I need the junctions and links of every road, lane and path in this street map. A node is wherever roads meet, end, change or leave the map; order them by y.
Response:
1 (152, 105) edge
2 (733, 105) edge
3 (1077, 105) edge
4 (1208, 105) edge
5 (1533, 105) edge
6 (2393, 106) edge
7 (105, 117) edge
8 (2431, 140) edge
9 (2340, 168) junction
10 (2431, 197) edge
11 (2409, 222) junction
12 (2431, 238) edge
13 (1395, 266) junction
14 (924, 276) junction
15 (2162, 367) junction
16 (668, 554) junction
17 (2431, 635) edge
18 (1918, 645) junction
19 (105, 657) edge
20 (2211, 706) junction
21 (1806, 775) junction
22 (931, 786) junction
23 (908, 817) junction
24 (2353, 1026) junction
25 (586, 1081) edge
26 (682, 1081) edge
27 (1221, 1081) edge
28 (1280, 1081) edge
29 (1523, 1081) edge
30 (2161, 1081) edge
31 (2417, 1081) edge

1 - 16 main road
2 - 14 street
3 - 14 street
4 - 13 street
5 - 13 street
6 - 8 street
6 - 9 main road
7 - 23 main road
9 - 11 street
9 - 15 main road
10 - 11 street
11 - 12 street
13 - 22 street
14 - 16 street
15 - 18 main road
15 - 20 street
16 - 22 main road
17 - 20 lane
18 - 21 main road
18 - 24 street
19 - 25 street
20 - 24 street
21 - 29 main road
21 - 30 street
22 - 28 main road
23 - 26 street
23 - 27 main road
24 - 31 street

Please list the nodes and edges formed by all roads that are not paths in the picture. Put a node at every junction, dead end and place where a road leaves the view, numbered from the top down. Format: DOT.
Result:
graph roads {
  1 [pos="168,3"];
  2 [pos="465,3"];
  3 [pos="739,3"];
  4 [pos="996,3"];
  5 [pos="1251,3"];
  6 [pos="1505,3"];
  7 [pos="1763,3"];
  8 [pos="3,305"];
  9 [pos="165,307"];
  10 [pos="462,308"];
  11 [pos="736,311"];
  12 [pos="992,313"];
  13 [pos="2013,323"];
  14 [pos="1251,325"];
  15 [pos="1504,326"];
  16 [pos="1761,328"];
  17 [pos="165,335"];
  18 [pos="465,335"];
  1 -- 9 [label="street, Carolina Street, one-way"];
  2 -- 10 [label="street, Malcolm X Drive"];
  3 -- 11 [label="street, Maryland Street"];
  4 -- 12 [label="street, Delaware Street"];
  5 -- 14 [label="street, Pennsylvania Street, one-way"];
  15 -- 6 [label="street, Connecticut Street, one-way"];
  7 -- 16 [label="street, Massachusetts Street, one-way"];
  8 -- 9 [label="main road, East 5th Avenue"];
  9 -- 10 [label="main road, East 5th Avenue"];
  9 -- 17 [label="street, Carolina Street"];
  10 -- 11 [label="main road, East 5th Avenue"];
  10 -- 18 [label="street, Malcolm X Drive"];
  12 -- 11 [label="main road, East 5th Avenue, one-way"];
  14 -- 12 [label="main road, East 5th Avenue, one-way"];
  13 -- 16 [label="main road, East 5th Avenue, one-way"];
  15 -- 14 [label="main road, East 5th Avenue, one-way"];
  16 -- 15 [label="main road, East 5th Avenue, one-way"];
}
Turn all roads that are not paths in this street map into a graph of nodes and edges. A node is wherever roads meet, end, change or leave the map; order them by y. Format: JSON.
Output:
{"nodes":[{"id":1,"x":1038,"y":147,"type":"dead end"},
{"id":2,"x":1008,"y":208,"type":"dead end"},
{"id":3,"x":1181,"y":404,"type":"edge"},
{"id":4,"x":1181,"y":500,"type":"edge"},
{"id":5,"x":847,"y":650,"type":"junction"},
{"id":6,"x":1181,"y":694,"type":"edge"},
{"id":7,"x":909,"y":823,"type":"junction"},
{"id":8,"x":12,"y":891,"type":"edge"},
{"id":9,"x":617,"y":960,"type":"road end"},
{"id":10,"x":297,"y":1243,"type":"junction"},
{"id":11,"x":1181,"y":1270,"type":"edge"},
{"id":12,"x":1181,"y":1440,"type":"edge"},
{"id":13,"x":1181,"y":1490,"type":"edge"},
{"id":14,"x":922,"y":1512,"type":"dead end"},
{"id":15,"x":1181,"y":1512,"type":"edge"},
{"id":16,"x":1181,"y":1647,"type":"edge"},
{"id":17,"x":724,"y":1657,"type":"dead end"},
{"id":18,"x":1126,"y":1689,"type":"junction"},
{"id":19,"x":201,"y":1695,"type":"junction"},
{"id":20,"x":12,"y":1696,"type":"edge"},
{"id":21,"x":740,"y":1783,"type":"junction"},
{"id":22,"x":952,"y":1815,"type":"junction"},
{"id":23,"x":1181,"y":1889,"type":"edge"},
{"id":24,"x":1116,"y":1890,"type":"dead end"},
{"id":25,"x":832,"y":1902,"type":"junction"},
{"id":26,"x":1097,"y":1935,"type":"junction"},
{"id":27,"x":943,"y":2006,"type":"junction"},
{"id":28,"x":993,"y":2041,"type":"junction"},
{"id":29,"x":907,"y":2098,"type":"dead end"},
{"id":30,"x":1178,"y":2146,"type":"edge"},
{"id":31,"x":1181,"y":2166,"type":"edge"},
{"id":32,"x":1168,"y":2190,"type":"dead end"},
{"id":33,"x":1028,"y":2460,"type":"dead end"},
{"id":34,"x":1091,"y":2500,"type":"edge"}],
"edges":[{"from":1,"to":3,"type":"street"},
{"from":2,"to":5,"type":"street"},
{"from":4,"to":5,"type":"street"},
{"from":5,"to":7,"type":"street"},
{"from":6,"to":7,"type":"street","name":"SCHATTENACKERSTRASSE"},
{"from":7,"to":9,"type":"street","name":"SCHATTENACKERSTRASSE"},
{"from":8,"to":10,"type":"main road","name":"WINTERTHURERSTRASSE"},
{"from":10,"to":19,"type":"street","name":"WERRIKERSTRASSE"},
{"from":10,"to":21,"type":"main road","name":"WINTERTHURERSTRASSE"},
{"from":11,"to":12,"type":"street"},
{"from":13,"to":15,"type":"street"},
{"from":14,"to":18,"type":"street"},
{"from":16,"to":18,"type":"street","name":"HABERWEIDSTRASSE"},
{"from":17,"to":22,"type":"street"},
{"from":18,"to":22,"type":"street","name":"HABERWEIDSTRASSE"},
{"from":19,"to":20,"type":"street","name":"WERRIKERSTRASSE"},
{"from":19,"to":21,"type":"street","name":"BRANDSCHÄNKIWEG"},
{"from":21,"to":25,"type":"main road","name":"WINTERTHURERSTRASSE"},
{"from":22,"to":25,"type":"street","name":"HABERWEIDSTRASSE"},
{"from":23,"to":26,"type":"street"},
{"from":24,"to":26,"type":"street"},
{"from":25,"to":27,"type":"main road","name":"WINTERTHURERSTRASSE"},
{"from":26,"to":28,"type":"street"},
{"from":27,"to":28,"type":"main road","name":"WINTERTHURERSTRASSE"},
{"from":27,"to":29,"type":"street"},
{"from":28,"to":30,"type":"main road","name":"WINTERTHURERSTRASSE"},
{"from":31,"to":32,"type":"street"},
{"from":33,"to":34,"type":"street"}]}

-------

Task item: Your answer should consist of the lines from the listing that hold the word "Format".

Answer section:
Please list the nodes and edges formed by all roads that are not paths in the picture. Put a node at every junction, dead end and place where a road leaves the view, numbered from the top down. Format: DOT.
Turn all roads that are not paths in this street map into a graph of nodes and edges. A node is wherever roads meet, end, change or leave the map; order them by y. Format: JSON.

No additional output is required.